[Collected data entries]
+===+

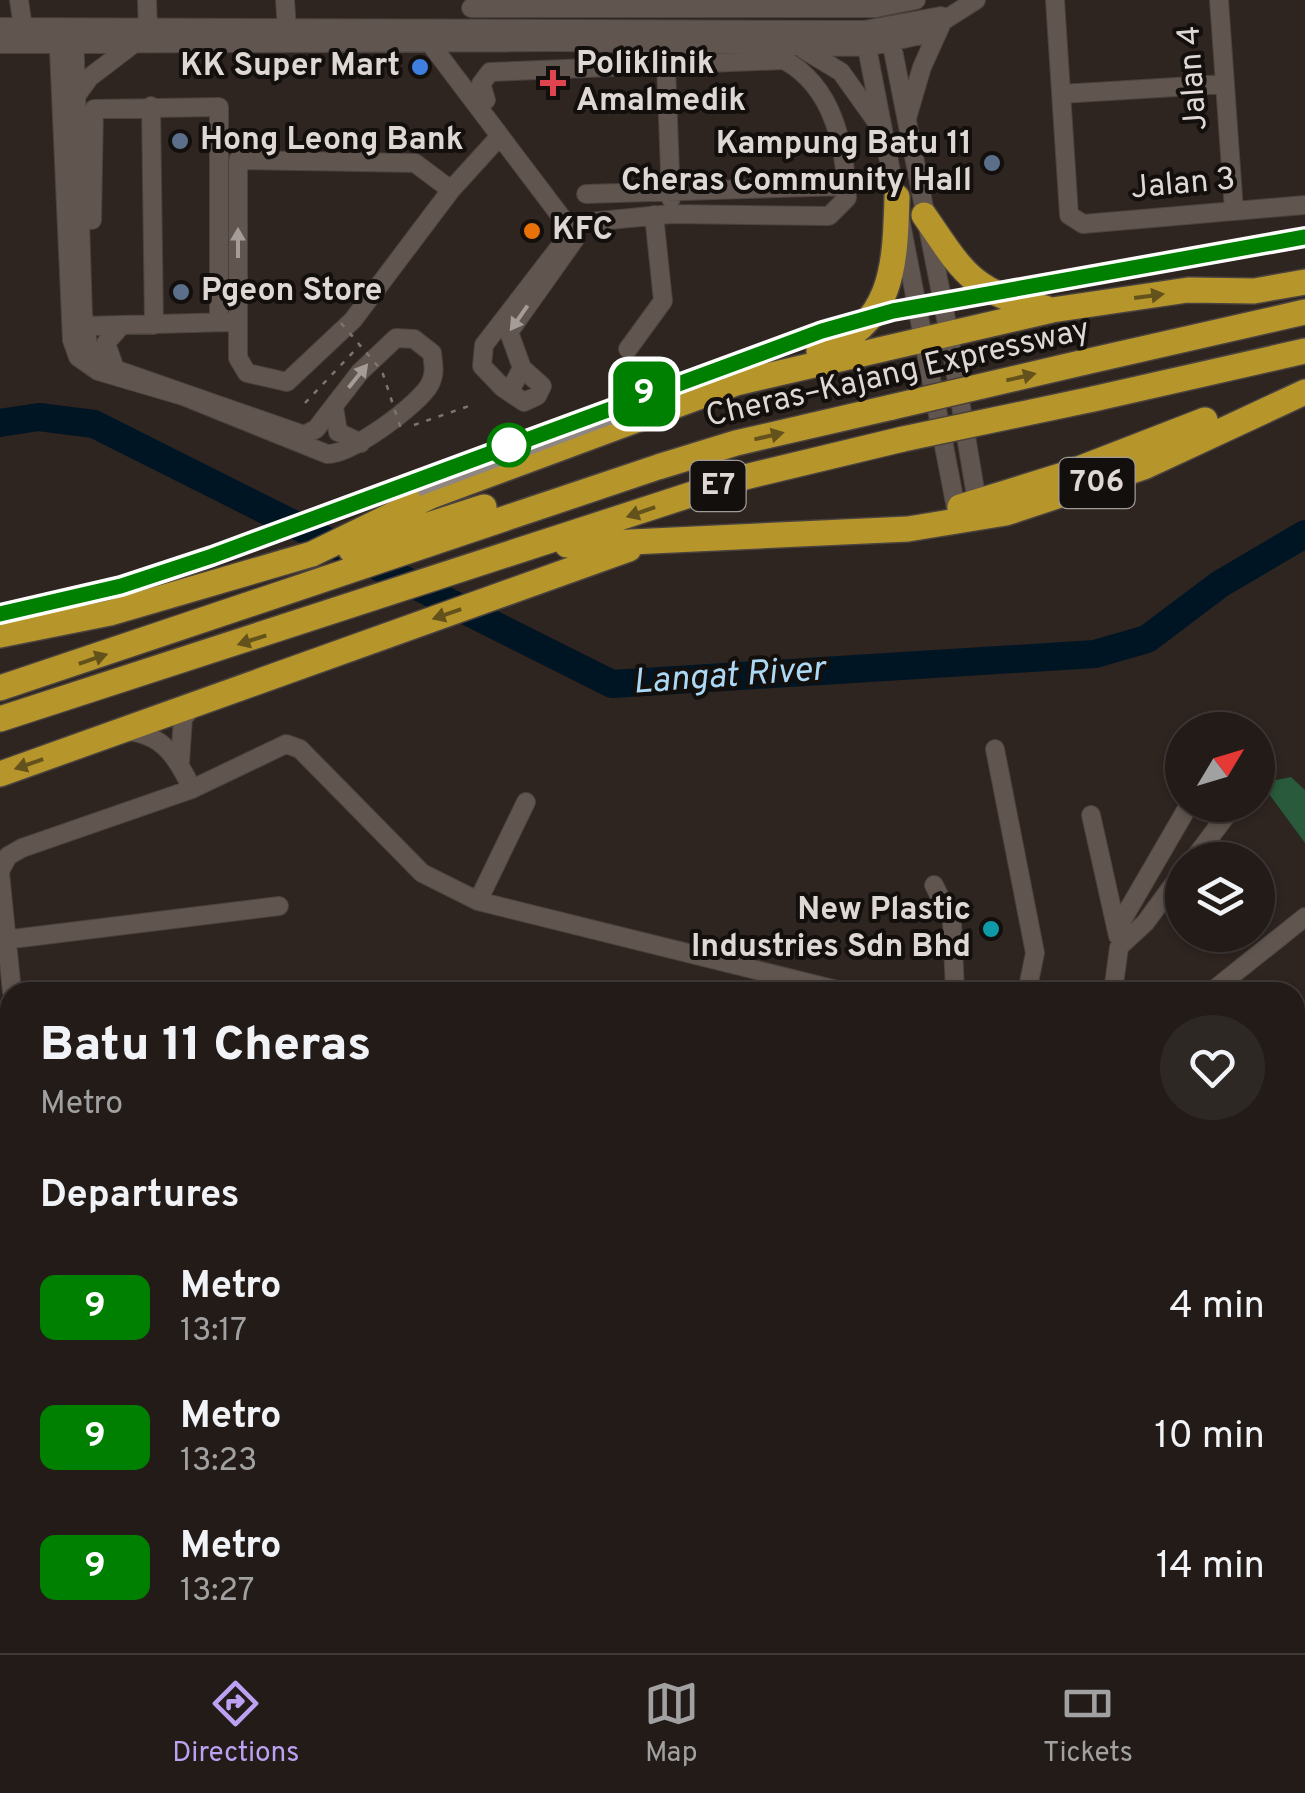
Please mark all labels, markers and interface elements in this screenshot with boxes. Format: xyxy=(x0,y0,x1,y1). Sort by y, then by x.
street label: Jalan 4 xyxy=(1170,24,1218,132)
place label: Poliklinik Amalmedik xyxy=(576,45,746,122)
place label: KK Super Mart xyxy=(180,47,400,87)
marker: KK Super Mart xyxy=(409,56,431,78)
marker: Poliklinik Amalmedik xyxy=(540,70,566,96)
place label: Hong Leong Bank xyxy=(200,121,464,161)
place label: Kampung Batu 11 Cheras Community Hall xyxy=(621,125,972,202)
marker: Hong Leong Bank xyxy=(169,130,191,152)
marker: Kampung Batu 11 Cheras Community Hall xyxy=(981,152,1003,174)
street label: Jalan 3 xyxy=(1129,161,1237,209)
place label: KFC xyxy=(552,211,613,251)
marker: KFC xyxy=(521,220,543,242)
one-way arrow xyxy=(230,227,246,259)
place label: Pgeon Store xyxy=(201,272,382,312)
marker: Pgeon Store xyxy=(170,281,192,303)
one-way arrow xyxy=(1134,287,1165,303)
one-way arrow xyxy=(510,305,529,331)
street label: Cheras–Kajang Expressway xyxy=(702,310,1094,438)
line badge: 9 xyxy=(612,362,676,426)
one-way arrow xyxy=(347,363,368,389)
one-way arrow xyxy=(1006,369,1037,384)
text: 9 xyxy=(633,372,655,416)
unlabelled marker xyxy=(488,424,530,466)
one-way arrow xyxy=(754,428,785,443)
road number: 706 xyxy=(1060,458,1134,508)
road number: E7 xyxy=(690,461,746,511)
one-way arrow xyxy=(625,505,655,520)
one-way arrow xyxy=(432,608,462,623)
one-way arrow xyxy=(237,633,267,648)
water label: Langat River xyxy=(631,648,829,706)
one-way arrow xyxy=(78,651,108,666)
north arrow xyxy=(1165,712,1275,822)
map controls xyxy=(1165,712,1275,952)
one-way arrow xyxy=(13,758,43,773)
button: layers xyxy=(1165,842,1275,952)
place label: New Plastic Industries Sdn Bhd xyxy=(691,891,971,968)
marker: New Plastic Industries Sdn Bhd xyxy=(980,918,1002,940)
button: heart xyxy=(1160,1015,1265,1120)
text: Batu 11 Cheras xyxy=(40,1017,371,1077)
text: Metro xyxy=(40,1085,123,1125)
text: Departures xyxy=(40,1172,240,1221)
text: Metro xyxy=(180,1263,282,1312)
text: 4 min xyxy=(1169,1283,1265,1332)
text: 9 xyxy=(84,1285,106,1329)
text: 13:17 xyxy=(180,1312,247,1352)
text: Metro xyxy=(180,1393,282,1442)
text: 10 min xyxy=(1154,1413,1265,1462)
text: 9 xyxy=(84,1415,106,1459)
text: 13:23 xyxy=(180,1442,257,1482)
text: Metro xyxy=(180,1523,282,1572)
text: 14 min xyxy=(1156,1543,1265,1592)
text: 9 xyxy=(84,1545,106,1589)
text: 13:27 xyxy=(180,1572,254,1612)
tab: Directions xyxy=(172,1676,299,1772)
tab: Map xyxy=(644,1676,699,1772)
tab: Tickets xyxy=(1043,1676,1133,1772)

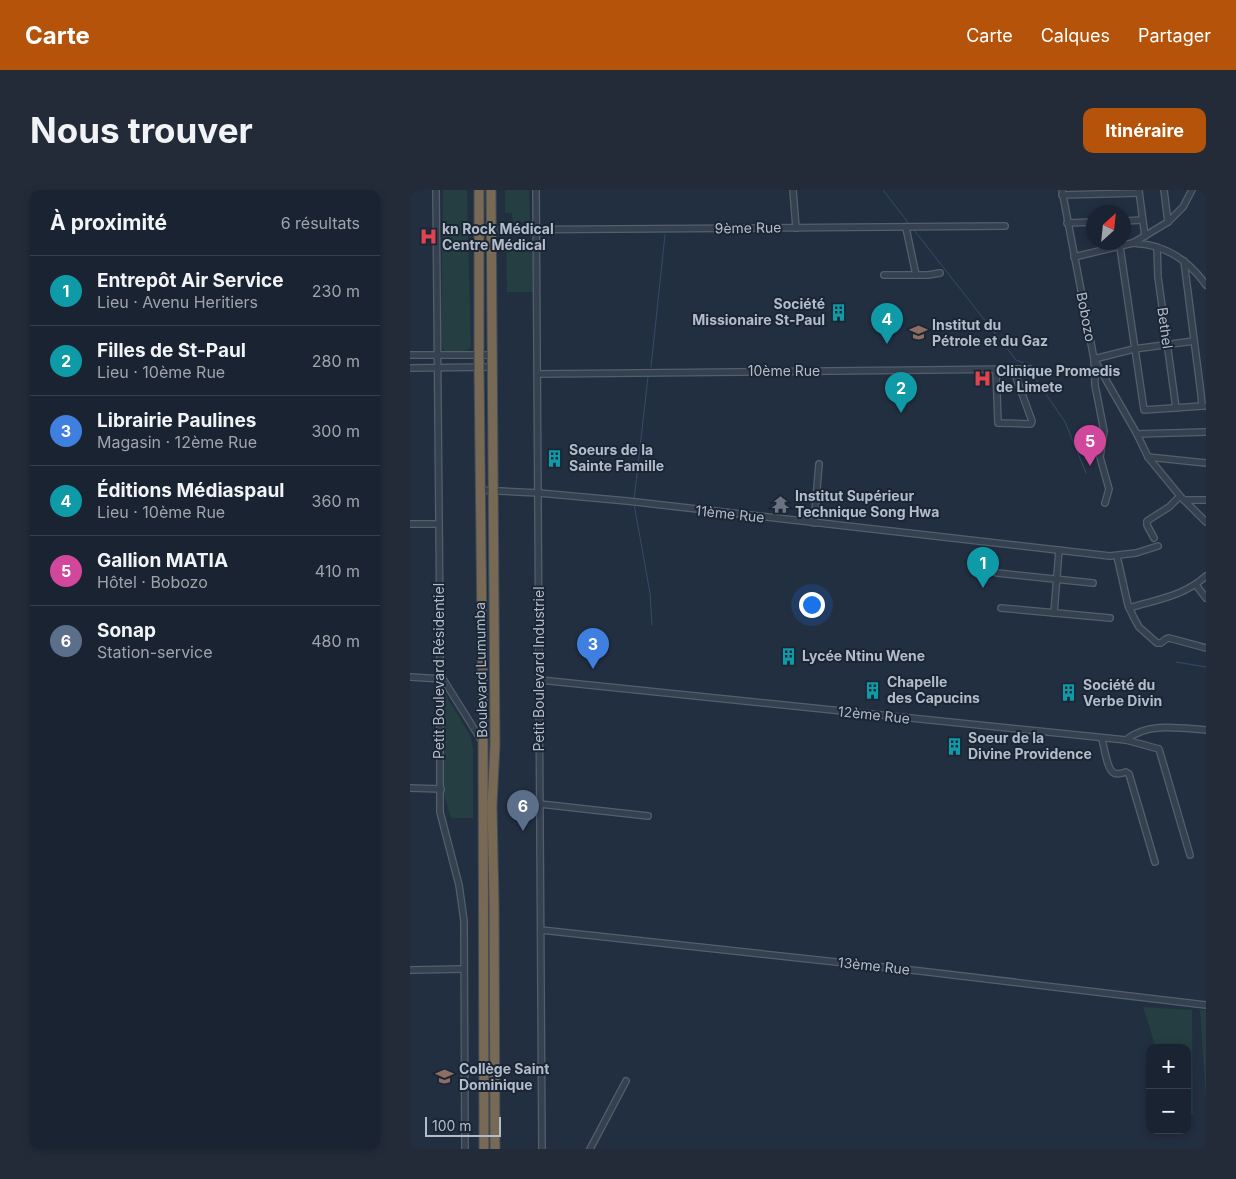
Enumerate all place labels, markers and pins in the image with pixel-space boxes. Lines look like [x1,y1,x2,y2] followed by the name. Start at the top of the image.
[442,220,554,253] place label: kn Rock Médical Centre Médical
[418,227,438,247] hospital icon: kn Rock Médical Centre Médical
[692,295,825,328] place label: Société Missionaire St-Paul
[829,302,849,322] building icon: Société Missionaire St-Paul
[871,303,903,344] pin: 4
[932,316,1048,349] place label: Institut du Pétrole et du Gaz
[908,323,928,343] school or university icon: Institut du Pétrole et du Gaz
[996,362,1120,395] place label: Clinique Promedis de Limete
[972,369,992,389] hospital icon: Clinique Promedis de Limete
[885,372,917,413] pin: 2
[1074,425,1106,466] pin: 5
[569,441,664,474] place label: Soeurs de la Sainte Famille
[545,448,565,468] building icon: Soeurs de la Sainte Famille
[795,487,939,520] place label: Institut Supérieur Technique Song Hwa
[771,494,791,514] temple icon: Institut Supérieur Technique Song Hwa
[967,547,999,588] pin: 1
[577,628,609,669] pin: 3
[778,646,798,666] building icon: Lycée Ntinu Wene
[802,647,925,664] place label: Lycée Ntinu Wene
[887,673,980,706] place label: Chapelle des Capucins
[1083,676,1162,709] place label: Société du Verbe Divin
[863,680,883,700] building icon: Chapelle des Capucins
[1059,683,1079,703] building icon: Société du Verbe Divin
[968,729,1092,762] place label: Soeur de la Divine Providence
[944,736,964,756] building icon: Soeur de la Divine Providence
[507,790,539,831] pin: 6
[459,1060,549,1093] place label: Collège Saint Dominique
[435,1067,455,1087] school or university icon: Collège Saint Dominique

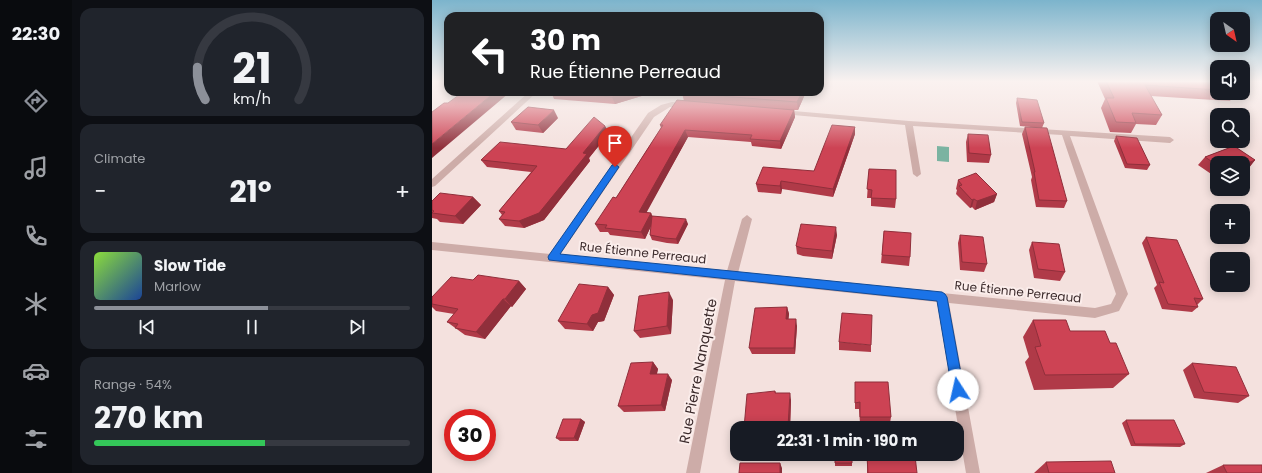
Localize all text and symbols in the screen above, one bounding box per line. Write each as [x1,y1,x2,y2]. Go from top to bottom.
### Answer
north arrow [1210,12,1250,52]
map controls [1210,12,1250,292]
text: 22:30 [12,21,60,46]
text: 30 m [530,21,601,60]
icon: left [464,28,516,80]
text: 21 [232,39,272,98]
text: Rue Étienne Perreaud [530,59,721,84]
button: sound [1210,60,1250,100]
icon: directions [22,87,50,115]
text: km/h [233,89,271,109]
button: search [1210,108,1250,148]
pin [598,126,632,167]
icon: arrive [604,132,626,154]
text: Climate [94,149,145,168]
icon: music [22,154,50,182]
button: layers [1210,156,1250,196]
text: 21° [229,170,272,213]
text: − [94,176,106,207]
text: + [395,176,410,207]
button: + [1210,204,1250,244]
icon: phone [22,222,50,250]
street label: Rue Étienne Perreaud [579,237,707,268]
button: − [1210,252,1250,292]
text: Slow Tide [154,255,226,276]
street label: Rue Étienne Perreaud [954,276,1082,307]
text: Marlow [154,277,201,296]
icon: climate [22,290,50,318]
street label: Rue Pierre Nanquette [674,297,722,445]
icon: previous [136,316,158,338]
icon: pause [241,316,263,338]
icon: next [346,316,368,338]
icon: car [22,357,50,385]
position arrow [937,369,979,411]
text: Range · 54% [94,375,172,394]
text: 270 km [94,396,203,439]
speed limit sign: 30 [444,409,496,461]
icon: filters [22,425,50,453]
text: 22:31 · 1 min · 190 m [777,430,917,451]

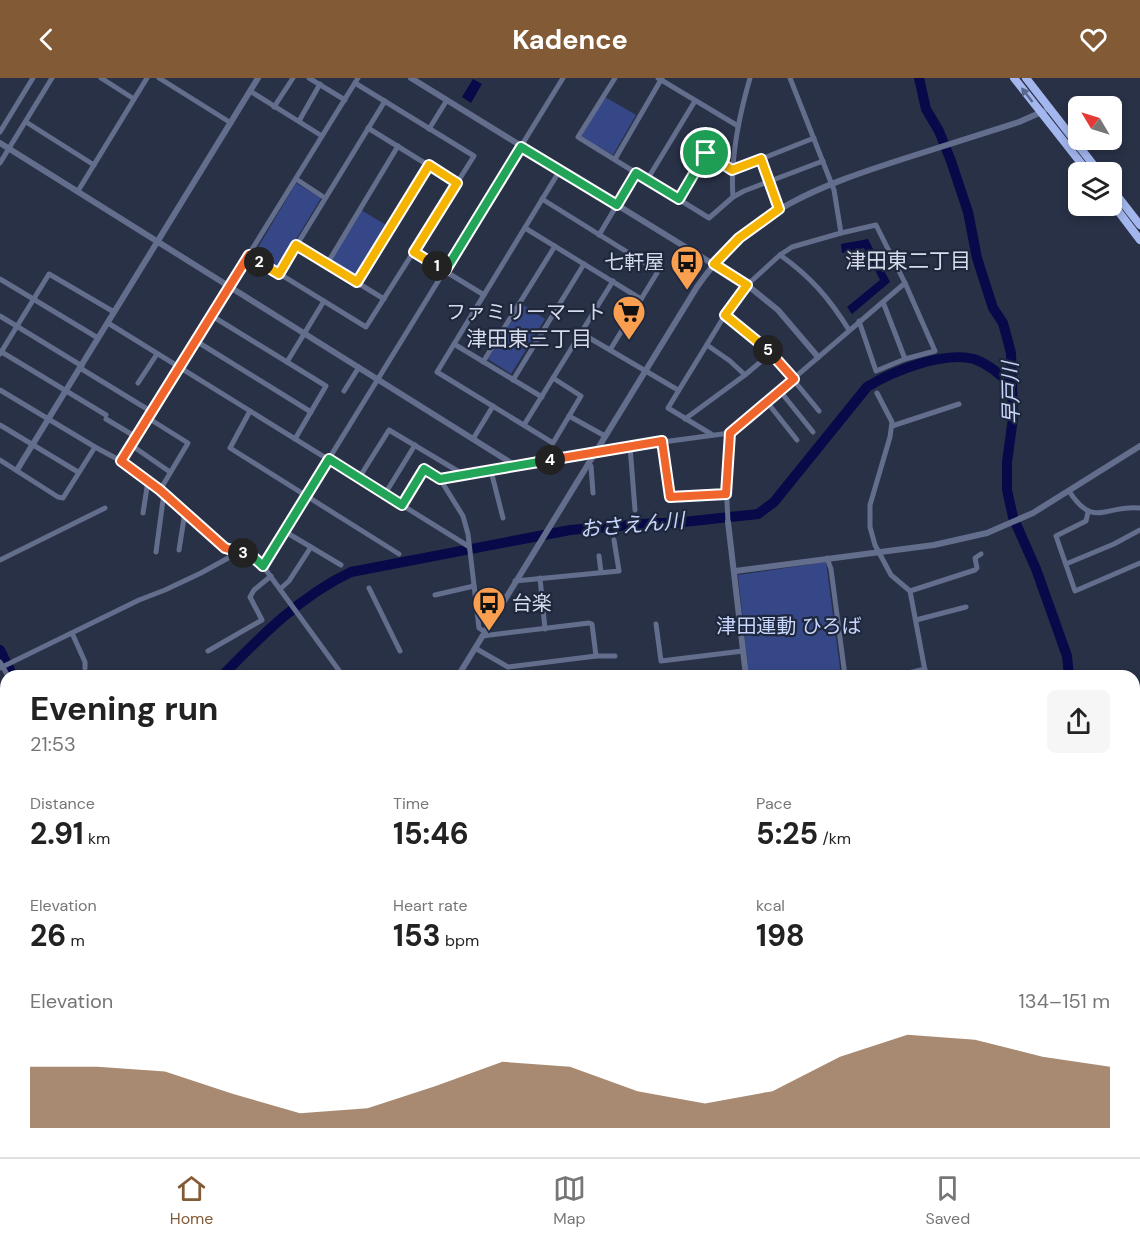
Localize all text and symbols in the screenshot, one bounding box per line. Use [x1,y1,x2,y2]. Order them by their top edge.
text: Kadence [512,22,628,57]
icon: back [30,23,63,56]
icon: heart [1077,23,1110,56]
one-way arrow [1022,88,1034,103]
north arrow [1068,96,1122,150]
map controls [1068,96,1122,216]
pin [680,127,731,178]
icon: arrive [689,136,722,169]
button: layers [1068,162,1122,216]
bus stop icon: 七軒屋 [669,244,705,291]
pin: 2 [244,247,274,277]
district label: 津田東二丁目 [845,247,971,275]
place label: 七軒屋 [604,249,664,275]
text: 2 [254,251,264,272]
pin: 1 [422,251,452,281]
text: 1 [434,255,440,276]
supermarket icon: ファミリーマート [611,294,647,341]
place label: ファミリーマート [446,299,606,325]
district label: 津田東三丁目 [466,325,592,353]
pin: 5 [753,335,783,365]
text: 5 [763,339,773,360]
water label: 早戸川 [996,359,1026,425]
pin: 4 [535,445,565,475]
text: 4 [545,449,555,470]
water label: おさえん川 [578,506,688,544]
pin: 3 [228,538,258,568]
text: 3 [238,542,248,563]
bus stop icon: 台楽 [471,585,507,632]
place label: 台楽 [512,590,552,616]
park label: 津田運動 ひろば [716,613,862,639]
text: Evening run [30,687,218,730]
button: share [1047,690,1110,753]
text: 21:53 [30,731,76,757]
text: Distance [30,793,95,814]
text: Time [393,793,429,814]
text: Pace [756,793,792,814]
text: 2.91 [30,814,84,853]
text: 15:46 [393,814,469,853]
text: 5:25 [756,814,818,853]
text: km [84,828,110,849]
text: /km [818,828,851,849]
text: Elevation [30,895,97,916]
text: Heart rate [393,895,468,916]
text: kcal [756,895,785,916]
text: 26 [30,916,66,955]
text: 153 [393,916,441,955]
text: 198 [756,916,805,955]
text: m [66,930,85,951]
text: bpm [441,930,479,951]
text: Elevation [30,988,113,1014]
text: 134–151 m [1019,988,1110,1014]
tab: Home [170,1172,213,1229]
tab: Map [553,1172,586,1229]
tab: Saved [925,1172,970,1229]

+===+

Your instructions>
Collect every line from the records above that contains the word "Community".

Expected output>
place label: Kampung Batu 11 Cheras Community Hall xyxy=(621,125,972,202)
marker: Kampung Batu 11 Cheras Community Hall xyxy=(981,152,1003,174)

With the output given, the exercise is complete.